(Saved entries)

=====

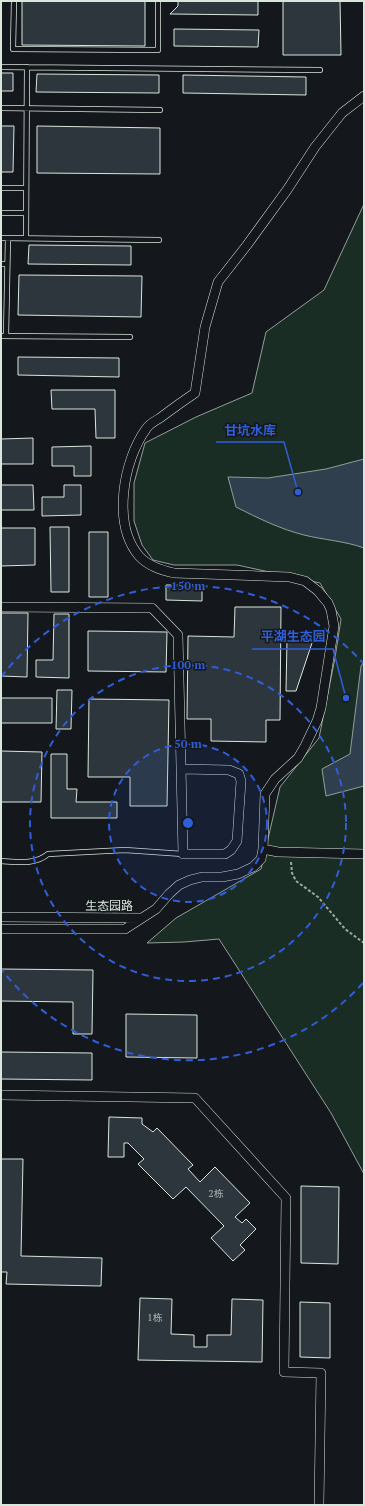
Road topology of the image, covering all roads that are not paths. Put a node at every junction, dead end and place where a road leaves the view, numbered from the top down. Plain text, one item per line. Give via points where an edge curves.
1 (14, 1) edge
2 (158, 1) edge
3 (1, 67) edge
4 (27, 67) junction
5 (320, 70) dead end
6 (364, 96) edge
7 (1, 108) edge
8 (27, 109) junction
9 (160, 110) dead end
10 (1, 188) edge
11 (26, 188) junction
12 (1, 213) edge
13 (26, 213) junction
14 (1, 238) edge
15 (8, 238) junction
16 (26, 238) junction
17 (159, 240) dead end
18 (1, 264) edge
19 (7, 264) junction
20 (4, 336) edge
21 (130, 337) dead end
22 (1, 608) edge
23 (182, 769) junction
24 (263, 849) junction
25 (183, 854) junction
26 (364, 854) edge
27 (1, 861) edge
28 (1, 918) edge
29 (143, 918) junction
30 (1, 929) edge
31 (1, 1095) edge
32 (320, 1505) edge

1 - 2 lane via 13,49 150,50 158,50
3 - 4 lane
4 - 5 lane
4 - 8 lane
6 - 24 street via 342,113 314,148 287,190 218,282 205,327 195,393 147,427 135,446 127,467 123,489 124,512 132,546 149,565 174,573 297,578 318,591 331,610 334,626 321,708 312,733 298,758 275,779 265,794
7 - 8 lane
8 - 9 lane
8 - 11 lane
10 - 11 lane
11 - 13 lane
12 - 13 lane
13 - 16 lane
14 - 15 lane
15 - 16 lane
15 - 19 lane
16 - 17 lane
18 - 19 lane
19 - 20 lane
20 - 21 lane
22 - 23 street via 152,608 178,635
23 - 25 street
23 - 25 street via 229,770 239,774 241,781 237,841 231,850 226,854
24 - 26 street
24 - 29 street via 261,859 253,867 238,874 202,877 179,885 156,909
25 - 27 lane via 125,850 48,854 42,860 32,862
28 - 29 street, 生态园路
29 - 30 street, 生态园路 via 125,929
31 - 32 street via 195,1098 286,1198 284,1372 321,1373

=====

TASK DETAILS >> From the entries above, copy each line holding "生态园路".

SOLVED PROBLEM >>
28 - 29 street, 生态园路
29 - 30 street, 生态园路 via 125,929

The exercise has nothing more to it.